_About this task_
Scan the entries below and count the lines holding the string "Đường". Supply only the number.

··· Information supplied

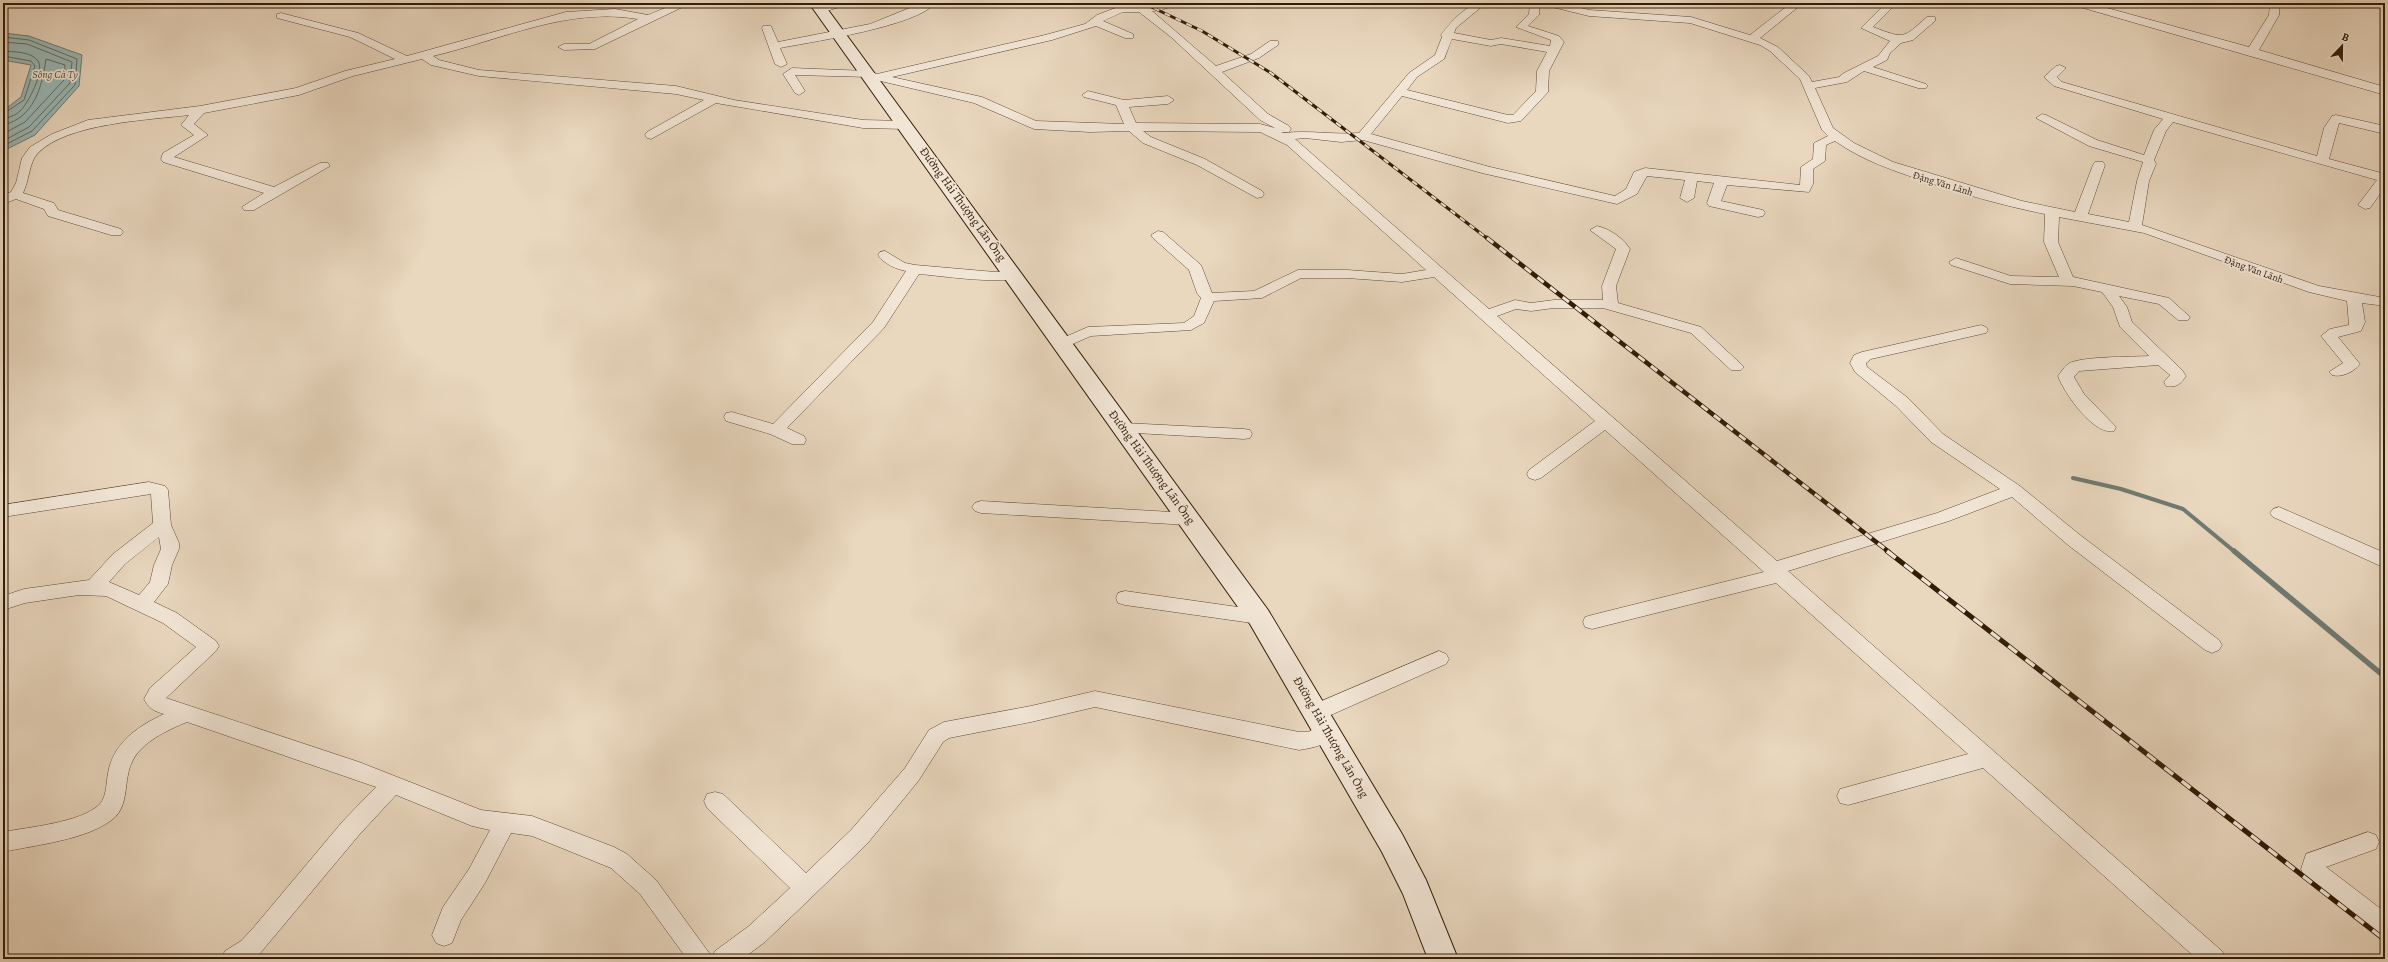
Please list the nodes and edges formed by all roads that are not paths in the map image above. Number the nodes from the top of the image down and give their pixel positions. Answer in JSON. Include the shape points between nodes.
{"nodes":[{"id":1,"x":633,"y":3,"type":"edge"},
{"id":2,"x":686,"y":3,"type":"edge"},
{"id":3,"x":846,"y":3,"type":"edge"},
{"id":4,"x":930,"y":3,"type":"edge"},
{"id":5,"x":1174,"y":3,"type":"edge"},
{"id":6,"x":1481,"y":3,"type":"edge"},
{"id":7,"x":1535,"y":3,"type":"edge"},
{"id":8,"x":1548,"y":3,"type":"edge"},
{"id":9,"x":1798,"y":3,"type":"edge"},
{"id":10,"x":1892,"y":3,"type":"edge"},
{"id":11,"x":2078,"y":3,"type":"edge"},
{"id":12,"x":2275,"y":3,"type":"edge"},
{"id":13,"x":1136,"y":5,"type":"edge"},
{"id":14,"x":819,"y":6,"type":"edge"},
{"id":15,"x":615,"y":12,"type":"junction"},
{"id":16,"x":281,"y":16,"type":"dead end"},
{"id":17,"x":649,"y":18,"type":"junction"},
{"id":18,"x":1931,"y":19,"type":"dead end"},
{"id":19,"x":1096,"y":22,"type":"junction"},
{"id":20,"x":767,"y":28,"type":"dead end"},
{"id":21,"x":838,"y":34,"type":"junction"},
{"id":22,"x":1446,"y":35,"type":"junction"},
{"id":23,"x":1129,"y":36,"type":"dead end"},
{"id":24,"x":1753,"y":38,"type":"junction"},
{"id":25,"x":1897,"y":40,"type":"junction"},
{"id":26,"x":1274,"y":43,"type":"dead end"},
{"id":27,"x":774,"y":46,"type":"junction"},
{"id":28,"x":564,"y":47,"type":"dead end"},
{"id":29,"x":1554,"y":50,"type":"junction"},
{"id":30,"x":2254,"y":52,"type":"junction"},
{"id":31,"x":424,"y":55,"type":"junction"},
{"id":32,"x":405,"y":59,"type":"junction"},
{"id":33,"x":781,"y":64,"type":"dead end"},
{"id":34,"x":1865,"y":68,"type":"junction"},
{"id":35,"x":2060,"y":68,"type":"dead end"},
{"id":36,"x":1213,"y":71,"type":"junction"},
{"id":37,"x":872,"y":77,"type":"junction"},
{"id":38,"x":1808,"y":86,"type":"junction"},
{"id":39,"x":1922,"y":86,"type":"dead end"},
{"id":40,"x":799,"y":91,"type":"dead end"},
{"id":41,"x":2385,"y":91,"type":"edge"},
{"id":42,"x":1401,"y":92,"type":"junction"},
{"id":43,"x":1088,"y":95,"type":"dead end"},
{"id":44,"x":715,"y":99,"type":"junction"},
{"id":45,"x":1168,"y":100,"type":"dead end"},
{"id":46,"x":1123,"y":104,"type":"junction"},
{"id":47,"x":200,"y":110,"type":"junction"},
{"id":48,"x":2042,"y":118,"type":"dead end"},
{"id":49,"x":2170,"y":118,"type":"junction"},
{"id":50,"x":906,"y":124,"type":"junction"},
{"id":51,"x":1132,"y":127,"type":"junction"},
{"id":52,"x":2385,"y":130,"type":"edge"},
{"id":53,"x":651,"y":136,"type":"dead end"},
{"id":54,"x":1287,"y":136,"type":"junction"},
{"id":55,"x":1363,"y":136,"type":"junction"},
{"id":56,"x":1835,"y":137,"type":"junction"},
{"id":57,"x":2148,"y":160,"type":"junction"},
{"id":58,"x":2322,"y":160,"type":"junction"},
{"id":59,"x":2099,"y":165,"type":"dead end"},
{"id":60,"x":324,"y":166,"type":"dead end"},
{"id":61,"x":1692,"y":177,"type":"junction"},
{"id":62,"x":2385,"y":178,"type":"edge"},
{"id":63,"x":1722,"y":180,"type":"junction"},
{"id":64,"x":275,"y":192,"type":"junction"},
{"id":65,"x":1257,"y":194,"type":"dead end"},
{"id":66,"x":16,"y":195,"type":"junction"},
{"id":67,"x":1687,"y":198,"type":"dead end"},
{"id":68,"x":3,"y":200,"type":"edge"},
{"id":69,"x":2365,"y":206,"type":"dead end"},
{"id":70,"x":249,"y":207,"type":"dead end"},
{"id":71,"x":2052,"y":212,"type":"junction"},
{"id":72,"x":1758,"y":213,"type":"dead end"},
{"id":73,"x":2080,"y":217,"type":"junction"},
{"id":74,"x":2135,"y":227,"type":"junction"},
{"id":75,"x":1597,"y":230,"type":"dead end"},
{"id":76,"x":116,"y":232,"type":"dead end"},
{"id":77,"x":1158,"y":235,"type":"dead end"},
{"id":78,"x":885,"y":255,"type":"dead end"},
{"id":79,"x":1956,"y":262,"type":"dead end"},
{"id":80,"x":915,"y":268,"type":"junction"},
{"id":81,"x":1438,"y":272,"type":"junction"},
{"id":82,"x":1015,"y":276,"type":"junction"},
{"id":83,"x":2071,"y":282,"type":"junction"},
{"id":84,"x":2107,"y":289,"type":"junction"},
{"id":85,"x":1208,"y":297,"type":"junction"},
{"id":86,"x":2354,"y":298,"type":"junction"},
{"id":87,"x":2385,"y":302,"type":"edge"},
{"id":88,"x":1611,"y":306,"type":"junction"},
{"id":89,"x":1485,"y":315,"type":"junction"},
{"id":90,"x":2183,"y":317,"type":"dead end"},
{"id":91,"x":1981,"y":330,"type":"dead end"},
{"id":92,"x":1063,"y":343,"type":"junction"},
{"id":93,"x":2162,"y":360,"type":"junction"},
{"id":94,"x":1736,"y":367,"type":"dead end"},
{"id":95,"x":2337,"y":372,"type":"dead end"},
{"id":96,"x":2172,"y":382,"type":"dead end"},
{"id":97,"x":732,"y":417,"type":"dead end"},
{"id":98,"x":1606,"y":421,"type":"junction"},
{"id":99,"x":2108,"y":427,"type":"dead end"},
{"id":100,"x":1123,"y":428,"type":"junction"},
{"id":101,"x":776,"y":430,"type":"junction"},
{"id":102,"x":1244,"y":434,"type":"dead end"},
{"id":103,"x":798,"y":440,"type":"dead end"},
{"id":104,"x":1535,"y":474,"type":"dead end"},
{"id":105,"x":2014,"y":490,"type":"junction"},
{"id":106,"x":981,"y":507,"type":"dead end"},
{"id":107,"x":3,"y":511,"type":"edge"},
{"id":108,"x":2279,"y":513,"type":"dead end"},
{"id":109,"x":1189,"y":519,"type":"junction"},
{"id":110,"x":162,"y":525,"type":"junction"},
{"id":111,"x":2385,"y":560,"type":"edge"},
{"id":112,"x":1776,"y":572,"type":"junction"},
{"id":113,"x":94,"y":587,"type":"junction"},
{"id":114,"x":1125,"y":598,"type":"dead end"},
{"id":115,"x":3,"y":603,"type":"edge"},
{"id":116,"x":142,"y":604,"type":"junction"},
{"id":117,"x":1259,"y":617,"type":"junction"},
{"id":118,"x":1592,"y":622,"type":"dead end"},
{"id":119,"x":2212,"y":645,"type":"dead end"},
{"id":120,"x":1439,"y":659,"type":"dead end"},
{"id":121,"x":1317,"y":712,"type":"junction"},
{"id":122,"x":185,"y":714,"type":"junction"},
{"id":123,"x":1328,"y":731,"type":"junction"},
{"id":124,"x":1987,"y":758,"type":"junction"},
{"id":125,"x":393,"y":784,"type":"junction"},
{"id":126,"x":1848,"y":796,"type":"dead end"},
{"id":127,"x":715,"y":801,"type":"dead end"},
{"id":128,"x":505,"y":823,"type":"junction"},
{"id":129,"x":3,"y":842,"type":"edge"},
{"id":130,"x":2368,"y":842,"type":"dead end"},
{"id":131,"x":806,"y":888,"type":"junction"},
{"id":132,"x":2385,"y":926,"type":"edge"},
{"id":133,"x":444,"y":935,"type":"dead end"},
{"id":134,"x":242,"y":956,"type":"edge"},
{"id":135,"x":701,"y":959,"type":"edge"},
{"id":136,"x":723,"y":959,"type":"edge"},
{"id":137,"x":1443,"y":959,"type":"edge"},
{"id":138,"x":2214,"y":959,"type":"edge"}],
"edges":[{"from":1,"to":15,"type":"street"},
{"from":2,"to":17,"type":"street"},
{"from":3,"to":14,"type":"street"},
{"from":4,"to":21,"type":"street","via":[[907,16]]},
{"from":5,"to":13,"type":"street","via":[[1158,8]]},
{"from":6,"to":22,"type":"street","via":[[1455,22]]},
{"from":7,"to":29,"type":"street","via":[[1534,15],[1521,27],[1555,38],[1558,42]]},
{"from":8,"to":24,"type":"street","name":"Đặng Văn Lãnh","via":[[1589,13],[1686,19]]},
{"from":9,"to":24,"type":"street"},
{"from":10,"to":25,"type":"street","via":[[1866,28]]},
{"from":11,"to":30,"type":"street"},
{"from":12,"to":30,"type":"street","via":[[2274,15]]},
{"from":13,"to":19,"type":"street","via":[[1111,12]]},
{"from":13,"to":36,"type":"street","via":[[1175,35]]},
{"from":14,"to":21,"type":"street","name":"Đường Hải Thượng Lãn Ông"},
{"from":15,"to":17,"type":"street"},
{"from":15,"to":31,"type":"street","via":[[566,15]]},
{"from":16,"to":32,"type":"street","via":[[354,35]]},
{"from":17,"to":28,"type":"street","via":[[592,47]]},
{"from":18,"to":25,"type":"street","via":[[1909,38]]},
{"from":19,"to":23,"type":"street"},
{"from":19,"to":37,"type":"street","via":[[1048,38]]},
{"from":20,"to":27,"type":"street"},
{"from":21,"to":27,"type":"street"},
{"from":21,"to":37,"type":"street","name":"Đường Hải Thượng Lãn Ông"},
{"from":22,"to":29,"type":"street"},
{"from":22,"to":42,"type":"street","via":[[1440,57],[1413,75]]},
{"from":24,"to":38,"type":"street","name":"Đặng Văn Lãnh","via":[[1774,49],[1805,78]]},
{"from":25,"to":34,"type":"street","via":[[1885,52],[1883,58]]},
{"from":26,"to":36,"type":"street","via":[[1255,56]]},
{"from":27,"to":33,"type":"street"},
{"from":29,"to":42,"type":"street","via":[[1543,71],[1542,92],[1514,119]]},
{"from":30,"to":41,"type":"street"},
{"from":31,"to":32,"type":"street"},
{"from":31,"to":44,"type":"street","via":[[435,63],[479,73],[639,85],[694,92]]},
{"from":32,"to":47,"type":"street","via":[[350,73],[298,91]]},
{"from":34,"to":38,"type":"street","via":[[1843,80]]},
{"from":34,"to":39,"type":"street"},
{"from":35,"to":49,"type":"street","via":[[2050,77],[2053,82]]},
{"from":36,"to":54,"type":"street"},
{"from":37,"to":40,"type":"street","via":[[792,71],[789,74]]},
{"from":37,"to":50,"type":"street","name":"Đường Hải Thượng Lãn Ông"},
{"from":37,"to":51,"type":"street","via":[[978,100],[1034,125],[1080,128]]},
{"from":38,"to":56,"type":"street","name":"Đặng Văn Lãnh","via":[[1828,130]]},
{"from":42,"to":55,"type":"street"},
{"from":43,"to":46,"type":"street"},
{"from":44,"to":50,"type":"street","via":[[863,124]]},
{"from":44,"to":53,"type":"street"},
{"from":45,"to":46,"type":"street"},
{"from":46,"to":51,"type":"street"},
{"from":47,"to":64,"type":"street","via":[[187,125],[202,135],[167,156],[167,159]]},
{"from":47,"to":66,"type":"street","via":[[99,121],[56,137],[30,154]]},
{"from":48,"to":57,"type":"street","via":[[2093,143]]},
{"from":49,"to":57,"type":"street","via":[[2156,136]]},
{"from":49,"to":58,"type":"street"},
{"from":50,"to":82,"type":"street","name":"Đường Hải Thượng Lãn Ông"},
{"from":51,"to":54,"type":"street","via":[[1260,128]]},
{"from":51,"to":65,"type":"street","via":[[1151,143],[1200,162]]},
{"from":52,"to":58,"type":"street","via":[[2336,119],[2330,128]]},
{"from":54,"to":55,"type":"street"},
{"from":54,"to":81,"type":"street"},
{"from":55,"to":61,"type":"street","via":[[1487,170],[1617,200],[1632,191],[1642,173]]},
{"from":56,"to":63,"type":"street","via":[[1820,143],[1819,161],[1806,167],[1807,184],[1804,189]]},
{"from":56,"to":71,"type":"street","name":"Đặng Văn Lãnh","via":[[1867,155],[1911,173],[1990,197]]},
{"from":57,"to":74,"type":"street","via":[[2150,164],[2143,181]]},
{"from":58,"to":62,"type":"street"},
{"from":59,"to":73,"type":"street"},
{"from":60,"to":64,"type":"street"},
{"from":61,"to":63,"type":"street"},
{"from":61,"to":67,"type":"street"},
{"from":62,"to":69,"type":"street"},
{"from":63,"to":72,"type":"street","via":[[1714,203]]},
{"from":64,"to":70,"type":"street"},
{"from":66,"to":68,"type":"street"},
{"from":66,"to":76,"type":"street","via":[[49,206],[53,213]]},
{"from":71,"to":73,"type":"street","name":"Đặng Văn Lãnh"},
{"from":71,"to":83,"type":"street","via":[[2051,242],[2064,277]]},
{"from":73,"to":74,"type":"street","name":"Đặng Văn Lãnh"},
{"from":74,"to":86,"type":"street","name":"Đặng Văn Lãnh","via":[[2300,285]]},
{"from":75,"to":88,"type":"street","via":[[1619,243],[1623,249],[1609,286]]},
{"from":77,"to":85,"type":"street","via":[[1196,268],[1204,293]]},
{"from":78,"to":80,"type":"street","via":[[900,266]]},
{"from":79,"to":83,"type":"street","via":[[2010,280]]},
{"from":80,"to":82,"type":"street"},
{"from":80,"to":101,"type":"street","via":[[879,325]]},
{"from":81,"to":85,"type":"street","via":[[1412,277],[1298,274],[1257,295]]},
{"from":81,"to":89,"type":"street"},
{"from":82,"to":92,"type":"street","name":"Đường Hải Thượng Lãn Ông"},
{"from":83,"to":84,"type":"street"},
{"from":84,"to":90,"type":"street","via":[[2164,302]]},
{"from":84,"to":93,"type":"street","via":[[2120,308],[2125,324]]},
{"from":85,"to":92,"type":"street","via":[[1201,319],[1195,325],[1088,332]]},
{"from":86,"to":87,"type":"street","name":"Đặng Văn Lãnh"},
{"from":86,"to":95,"type":"street","via":[[2358,315],[2357,326],[2354,330],[2329,336],[2352,364]]},
{"from":88,"to":89,"type":"street","via":[[1595,303],[1531,307],[1515,304]]},
{"from":88,"to":94,"type":"street","via":[[1696,330]]},
{"from":89,"to":98,"type":"street"},
{"from":91,"to":105,"type":"street","via":[[1867,355],[1860,358],[1858,363],[1860,369],[1902,402],[1937,438]]},
{"from":92,"to":100,"type":"street","name":"Đường Hải Thượng Lãn Ông"},
{"from":93,"to":96,"type":"street","via":[[2177,373],[2178,376]]},
{"from":93,"to":99,"type":"street","via":[[2100,363],[2074,367],[2067,372],[2068,384]]},
{"from":97,"to":101,"type":"street"},
{"from":98,"to":104,"type":"street"},
{"from":98,"to":112,"type":"street"},
{"from":100,"to":102,"type":"street"},
{"from":100,"to":109,"type":"street","name":"Đường Hải Thượng Lãn Ông"},
{"from":101,"to":103,"type":"street"},
{"from":105,"to":112,"type":"street","via":[[1943,517]]},
{"from":105,"to":119,"type":"street","via":[[2068,536]]},
{"from":106,"to":109,"type":"street"},
{"from":107,"to":110,"type":"street","via":[[156,489],[159,490]]},
{"from":108,"to":111,"type":"street"},
{"from":109,"to":117,"type":"street","name":"Đường Hải Thượng Lãn Ông"},
{"from":110,"to":113,"type":"street","via":[[119,559]]},
{"from":110,"to":116,"type":"street","via":[[170,549],[159,584]]},
{"from":112,"to":118,"type":"street"},
{"from":112,"to":124,"type":"street"},
{"from":113,"to":115,"type":"street","via":[[45,592]]},
{"from":113,"to":116,"type":"street","via":[[109,589]]},
{"from":114,"to":117,"type":"street"},
{"from":116,"to":122,"type":"street","via":[[170,618],[209,646],[154,699],[158,704]]},
{"from":117,"to":121,"type":"street","name":"Đường Hải Thượng Lãn Ông"},
{"from":120,"to":121,"type":"street"},
{"from":121,"to":123,"type":"street","name":"Đường Hải Thượng Lãn Ông"},
{"from":122,"to":125,"type":"street","via":[[269,739]]},
{"from":122,"to":129,"type":"street","via":[[158,726],[126,753],[121,760],[114,801],[105,812],[71,826]]},
{"from":123,"to":131,"type":"street","via":[[1311,740],[1299,741],[1095,699],[1032,714],[951,728],[936,736],[912,774],[859,837]]},
{"from":123,"to":137,"type":"street","name":"Đường Hải Thượng Lãn Ông","via":[[1410,877]]},
{"from":124,"to":126,"type":"street"},
{"from":124,"to":138,"type":"street"},
{"from":125,"to":128,"type":"street","via":[[480,819]]},
{"from":125,"to":134,"type":"street","via":[[351,828]]},
{"from":127,"to":131,"type":"street"},
{"from":128,"to":133,"type":"street","via":[[477,876],[451,915]]},
{"from":128,"to":135,"type":"street","via":[[532,826],[619,861],[648,887]]},
{"from":130,"to":132,"type":"street","via":[[2314,861],[2312,869]]},
{"from":131,"to":136,"type":"street","via":[[753,937]]}]}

······

_Answer space_
11